From chapter "Heroes"
I went with Jeannette Armstrong to New Zealand. She is working on a book about what community feels like to indigenous people. She wants to understand how some indigenous communities have survived the dominant culture’s onslaught while others have not. The Maori culture has. She asked me along because of my facility for asking questions, and because I do not understand community in my bones, and never will. As water may be transparent to fish, and as air is normally transparent to us, community is transparent to her. Similarly, although her culture has been devastated by civilization, my immersion in this culture gives me understanding and perspective forever denied her. I might think of questions she would not.
While there, we were to stay in mareas, or Maori common houses, and speak with Maori activists and artists. I was anxious about the sleeping arrangements, because the Maori, as is true for most indigenous peoples the world over, often sleep in huge rooms on pads strewn about the floor. I am a painfully light sleeper. With this in mind, I warily gauged each person’s potential for thunderous snoring. I need not have worried: with the exception of the first night, when I covered my head with two pillows, a duffel bag, and a backpack, and still heard the rhythmic rumbling of the fellow next to me through my earplugs, I slept comfortably, well, deeply, and securely. The act of sleeping communally engenders communal intimacy.
The first evening, we went to dinner at Tapu Te Ranga, a maraebuilt by the Maori writer Bruce Stewart. Probably sixty people were preparing or eating stews of seafood and greens, the latter picked from a nearby ditch. I was one of the few non-indigenous people there.
As we stood in line, Jeannette introduced me to another Maori writer, Witi Ihimaera. He looked at me closely, then, said, “You’re not indigenous. Are you white?”
“It’s the culture of my birth.”
“What do you mean?”
“I mean, I see it for what it is.”
He looked to Jeannette and I followed his gaze. Her face was hard to read. He looked back to me and asked, “What are you, then? Do you want to be indigenous?”
I laughed. “No, and I couldn’t be if I wanted. I suppose I’m a nonwhite white.”
He nodded, then said, more a comment than a question, “And you’re a writer.”
I nodded in return, then, reached to fill my bowl with stew.
He continued, “Then I have a question for you. If someone were to help you see and experience something powerful and inexplicable, something considered impossible by most Westerners, would you write about it?”
“That depends on whether the people who helped me gave their permission.”
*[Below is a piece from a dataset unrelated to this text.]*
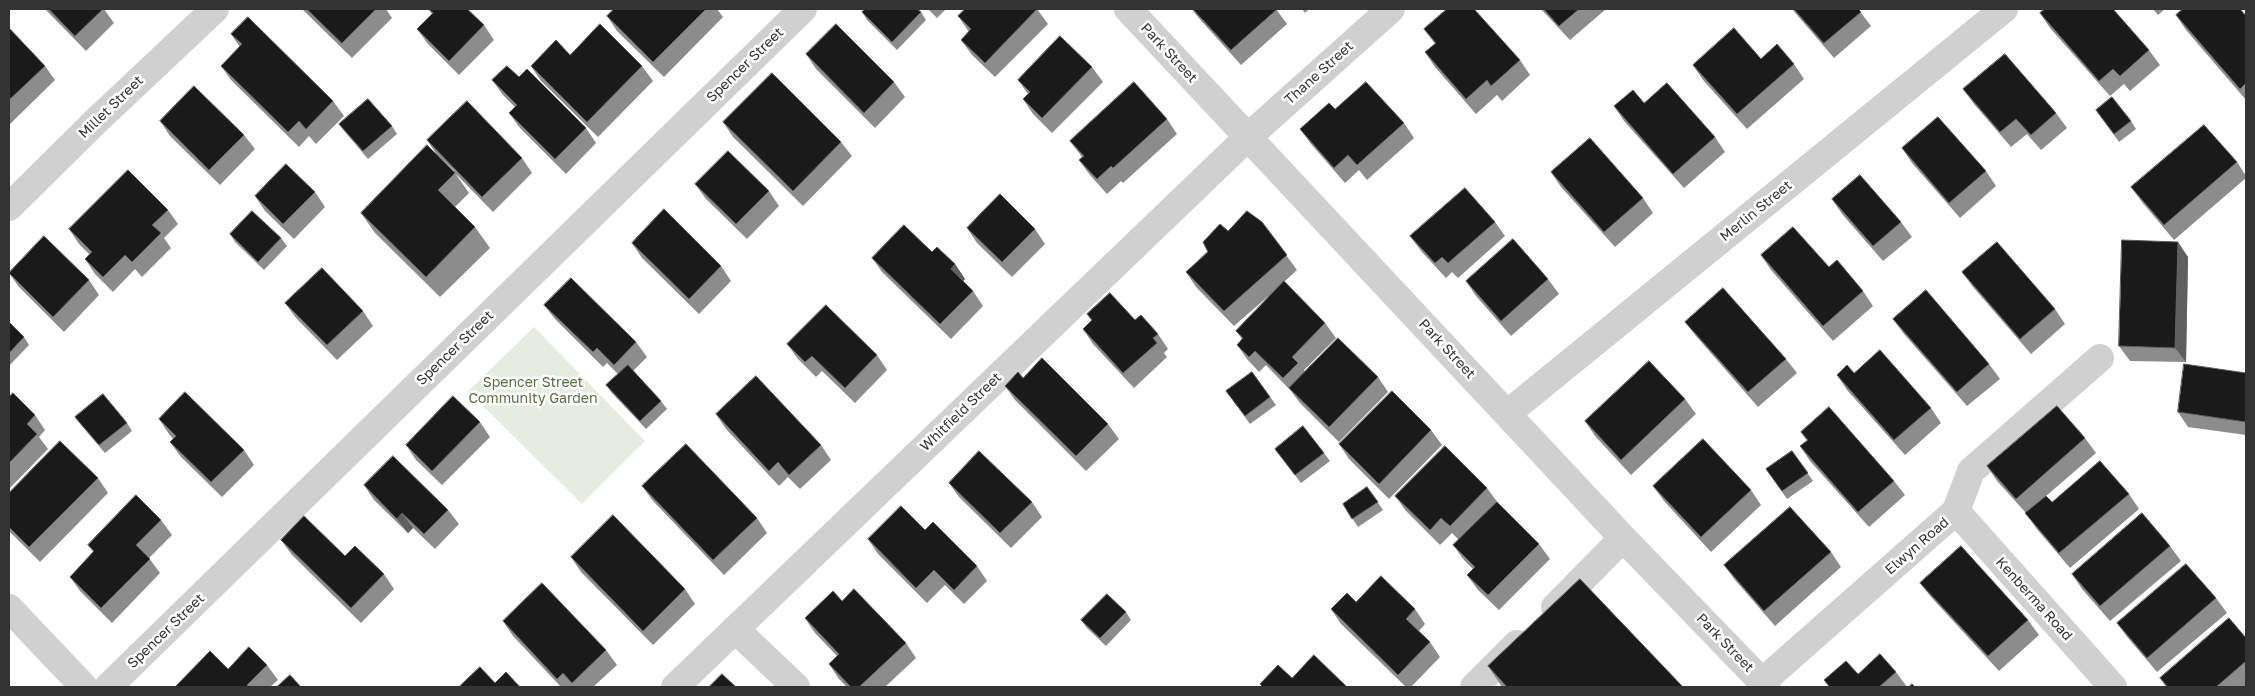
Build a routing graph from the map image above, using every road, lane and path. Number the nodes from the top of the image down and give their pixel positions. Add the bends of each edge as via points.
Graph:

He smiled, somewhat formally, then, asked, “What if they weren’t authorized to do so? What if they gave the experience to you as a gift, yet their tradition as a whole was not open to outsiders?”
I thought for a long time. Finally I answered, “There is so much in this world that belongs to all of us, so much I can experience and learn for myself, that I can’t see why I should write about something another considers secret.”
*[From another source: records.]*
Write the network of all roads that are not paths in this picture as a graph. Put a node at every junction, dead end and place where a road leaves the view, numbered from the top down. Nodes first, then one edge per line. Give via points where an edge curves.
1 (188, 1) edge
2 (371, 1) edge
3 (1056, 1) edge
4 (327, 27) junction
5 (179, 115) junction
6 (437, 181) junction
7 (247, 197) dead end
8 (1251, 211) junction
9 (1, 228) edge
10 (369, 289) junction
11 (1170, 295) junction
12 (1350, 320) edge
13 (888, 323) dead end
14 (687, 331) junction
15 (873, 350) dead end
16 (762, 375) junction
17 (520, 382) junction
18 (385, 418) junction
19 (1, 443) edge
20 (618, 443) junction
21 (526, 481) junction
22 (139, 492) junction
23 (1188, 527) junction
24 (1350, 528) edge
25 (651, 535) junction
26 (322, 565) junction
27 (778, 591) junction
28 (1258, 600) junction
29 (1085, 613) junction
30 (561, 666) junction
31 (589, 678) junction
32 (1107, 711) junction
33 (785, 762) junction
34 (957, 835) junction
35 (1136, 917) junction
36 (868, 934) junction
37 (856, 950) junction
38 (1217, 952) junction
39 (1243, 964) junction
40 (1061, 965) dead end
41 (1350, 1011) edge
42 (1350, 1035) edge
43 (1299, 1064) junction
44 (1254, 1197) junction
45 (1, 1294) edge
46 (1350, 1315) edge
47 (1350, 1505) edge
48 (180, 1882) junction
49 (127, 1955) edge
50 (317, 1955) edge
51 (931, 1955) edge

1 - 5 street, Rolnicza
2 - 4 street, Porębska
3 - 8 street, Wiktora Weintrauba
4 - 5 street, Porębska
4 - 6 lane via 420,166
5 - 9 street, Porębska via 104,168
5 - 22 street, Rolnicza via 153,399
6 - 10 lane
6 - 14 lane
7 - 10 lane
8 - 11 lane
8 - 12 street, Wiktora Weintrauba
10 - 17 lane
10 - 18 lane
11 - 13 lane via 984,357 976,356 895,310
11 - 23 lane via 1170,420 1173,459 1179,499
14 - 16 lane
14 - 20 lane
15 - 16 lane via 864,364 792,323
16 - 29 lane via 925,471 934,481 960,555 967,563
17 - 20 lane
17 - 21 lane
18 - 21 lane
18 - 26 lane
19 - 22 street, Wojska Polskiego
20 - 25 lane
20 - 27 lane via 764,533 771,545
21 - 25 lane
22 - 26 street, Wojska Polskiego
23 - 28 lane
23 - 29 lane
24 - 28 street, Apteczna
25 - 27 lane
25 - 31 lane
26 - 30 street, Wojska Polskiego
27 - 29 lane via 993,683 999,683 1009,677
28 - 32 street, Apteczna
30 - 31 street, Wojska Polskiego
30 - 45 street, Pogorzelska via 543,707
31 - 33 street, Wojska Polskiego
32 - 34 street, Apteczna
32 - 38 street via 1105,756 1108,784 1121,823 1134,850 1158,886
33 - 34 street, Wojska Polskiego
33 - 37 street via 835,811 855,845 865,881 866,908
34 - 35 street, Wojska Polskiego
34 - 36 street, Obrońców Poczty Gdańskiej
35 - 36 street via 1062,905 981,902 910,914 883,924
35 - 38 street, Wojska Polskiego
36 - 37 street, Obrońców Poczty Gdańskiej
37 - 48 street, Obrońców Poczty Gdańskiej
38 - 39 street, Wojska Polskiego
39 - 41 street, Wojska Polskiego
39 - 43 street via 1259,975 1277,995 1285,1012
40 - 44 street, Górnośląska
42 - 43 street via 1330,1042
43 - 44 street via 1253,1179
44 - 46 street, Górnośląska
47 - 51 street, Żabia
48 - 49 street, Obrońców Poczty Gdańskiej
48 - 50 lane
He smiled again, even more formally, and before turning away said, “Ah, so you area non-white white.”
I didn’t know what to make of this conversation. On one hand I admired his directness, but it also seemed that he’d been trying to put me into a box, and had, disquietingly for him, been unable to do so. Watching him later I realized that he had precisely three boxes in which to place people: good indigenous, wounded indigenous, and white. There seemed room neither for bad indigenous people nor for whites who can’t be lumped as either “Indian wannabes” or as those who mine indigenous traditions the way multinationals mine their land.
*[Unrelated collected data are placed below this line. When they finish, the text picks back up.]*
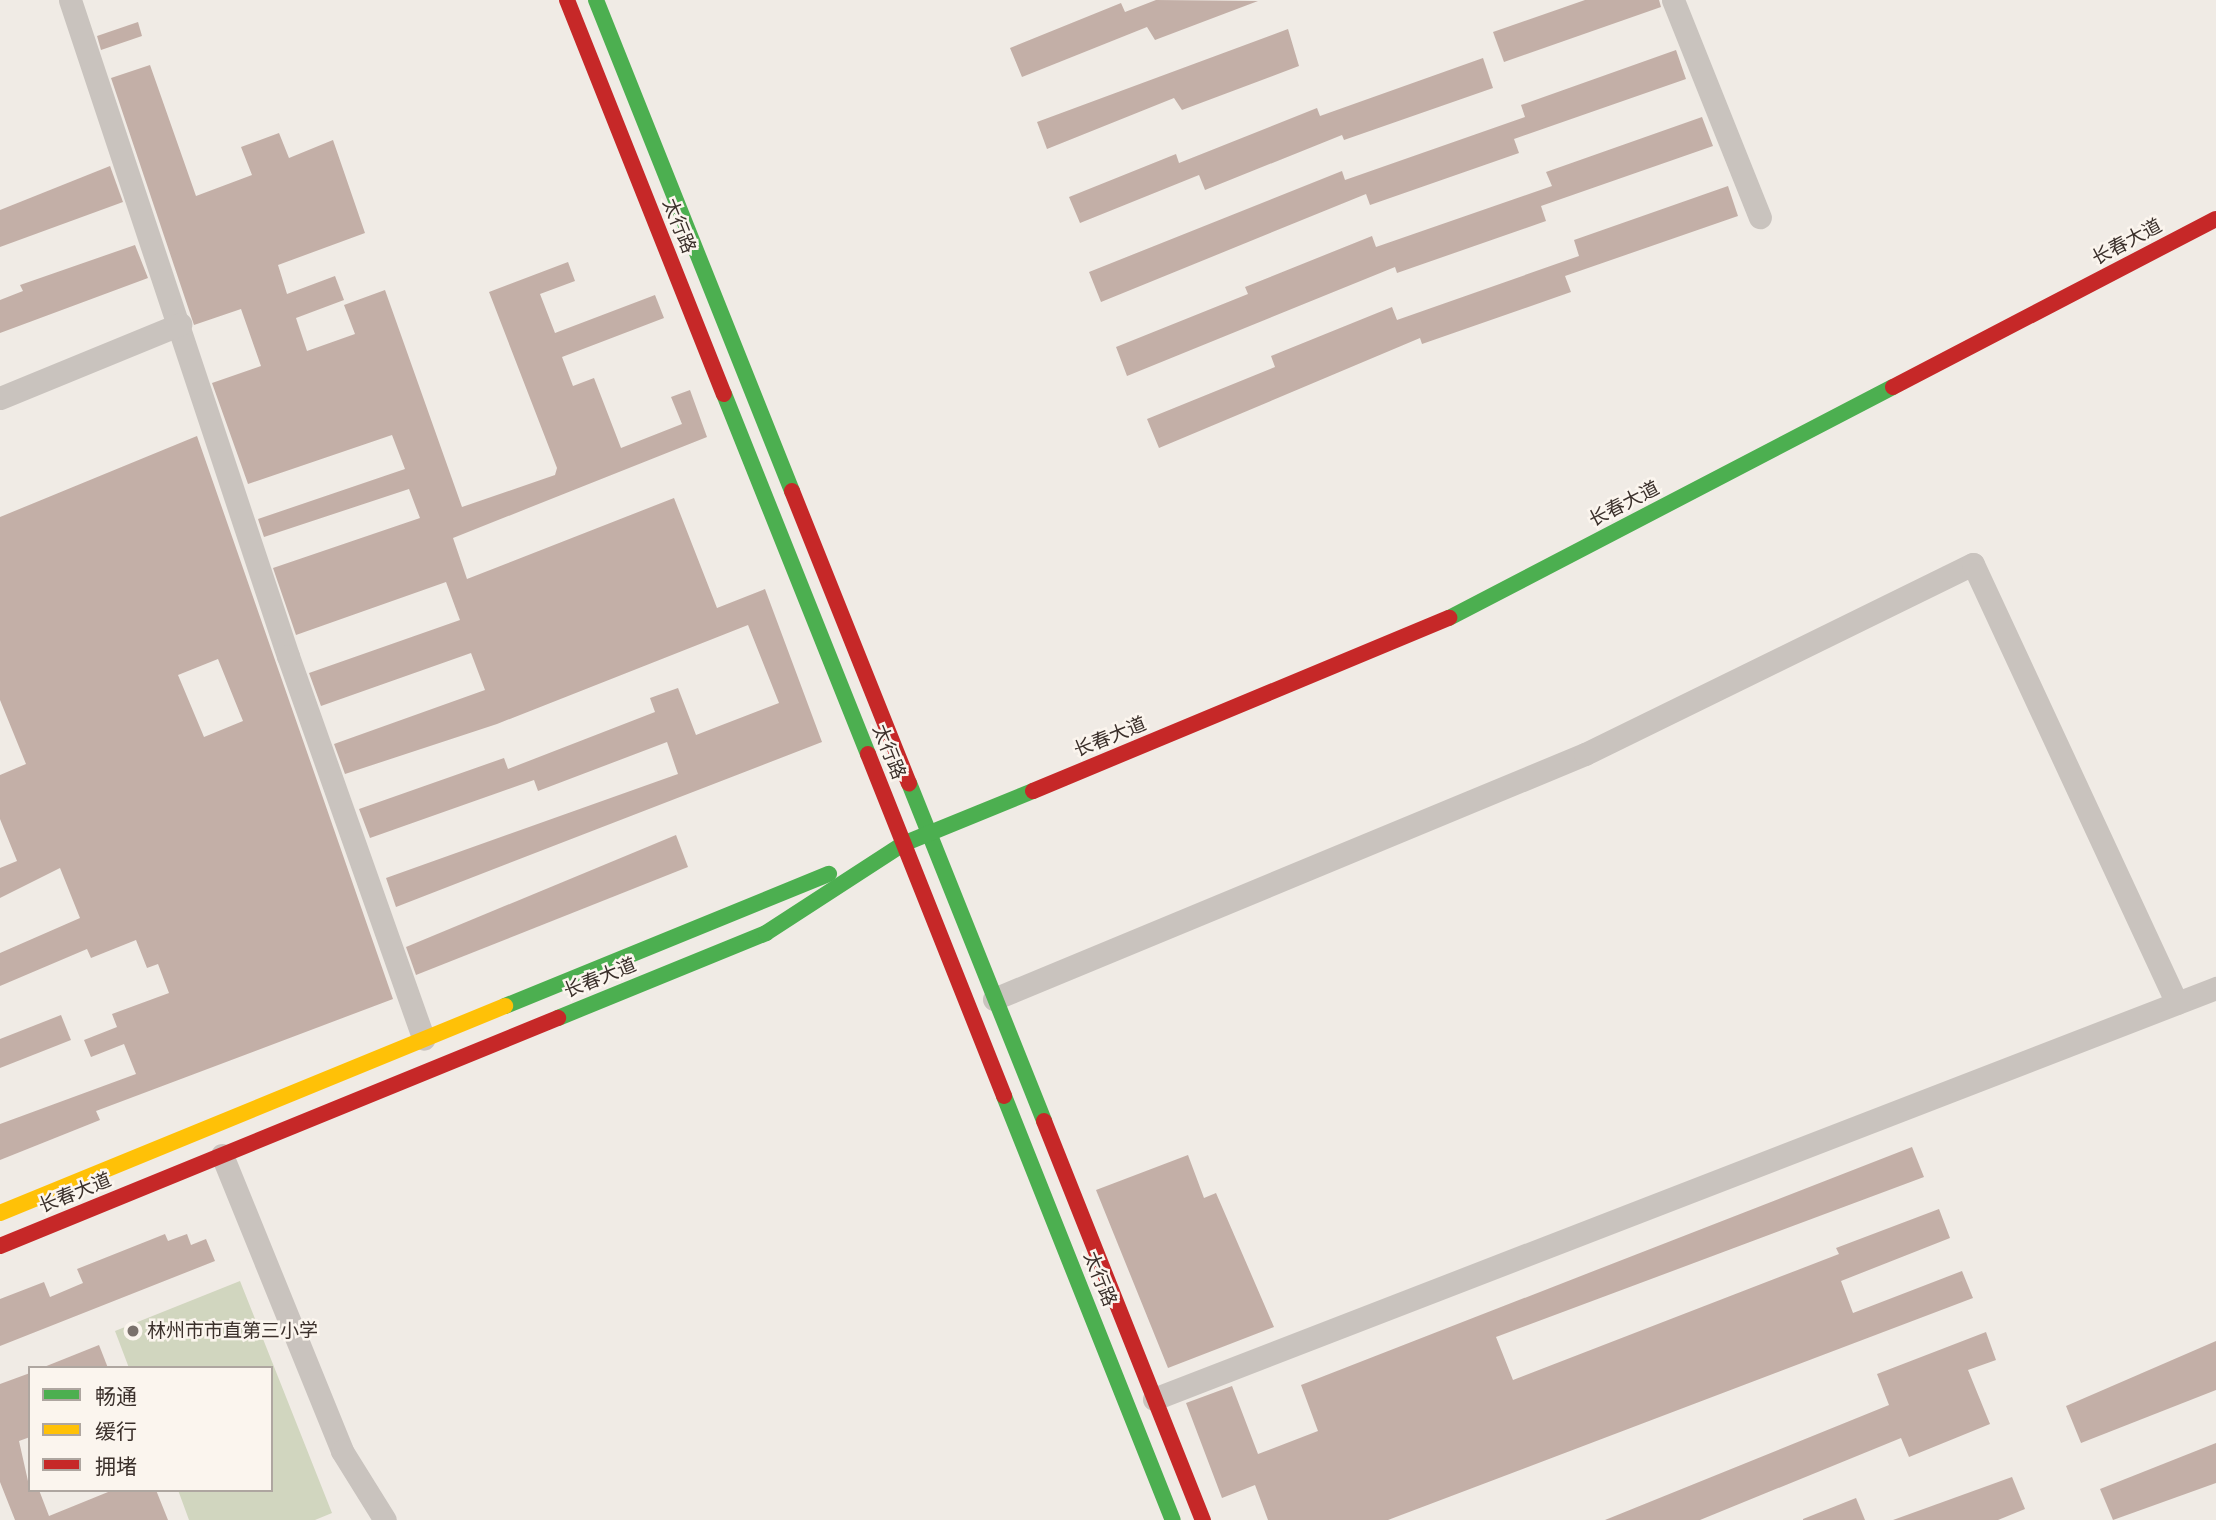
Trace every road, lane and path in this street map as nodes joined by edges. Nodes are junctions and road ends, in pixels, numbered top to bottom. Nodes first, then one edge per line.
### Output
1 (70, 0) edge
2 (566, 0) edge
3 (596, 0) edge
4 (1673, 0) edge
5 (1760, 217) dead end
6 (2216, 219) edge
7 (180, 324) junction
8 (0, 398) edge
9 (928, 834) junction
10 (903, 844) junction
11 (2216, 988) edge
12 (994, 999) junction
13 (2177, 1003) junction
14 (424, 1039) junction
15 (222, 1155) junction
16 (0, 1213) edge
17 (0, 1246) edge
18 (1154, 1399) junction
19 (385, 1520) edge
20 (1173, 1520) edge
21 (1203, 1520) edge

1 - 7 street
2 - 10 main road, 太行路
3 - 9 main road, 太行路
4 - 5 street
6 - 9 main road, 长春大道
7 - 8 street
7 - 14 street
9 - 10 main road, 长春大道
9 - 12 main road, 太行路
10 - 14 main road
10 - 15 main road, 长春大道
10 - 20 main road, 太行路
11 - 13 street
12 - 13 street
12 - 18 main road, 太行路
13 - 18 street
14 - 16 main road
15 - 17 main road, 长春大道
15 - 19 street
18 - 21 main road, 太行路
I need to be clear about this. Although there is much I admire about many indigenous cultures, and much I despise about my own tradition, it would serve neither me nor the world for me to turn my back on the dominant culture and attempt to be something that I’m not. I’m white, of Danish, French, Scottish descent. I’m civilized. I’m not and will never be from an indigenous culture. That doesn’t mean I cannot establish a relationship with the land where I live, based not on indigenous beliefs and practices but instead on my own primary experience. Nor does it mean I cannot help bring to a final halt the pervasive destructiveness of our culture. On the contrary, it seems traditional indigenous people generally have their hands full maintaining their cultures under the social, ecological, economic, religious, and military stresses placed on them by our culture, which means it falls primarily to those of us born in the dominant culture, those of us who know it most intimately, to eat away at it from inside, to break it down, and ultimately to destroy it before it takes down with it the rest of the planet in its final act of other and self-consumption. Our culture has created this mess, and it seems only appropriate that in attempting to rectify it we begin by looking inside.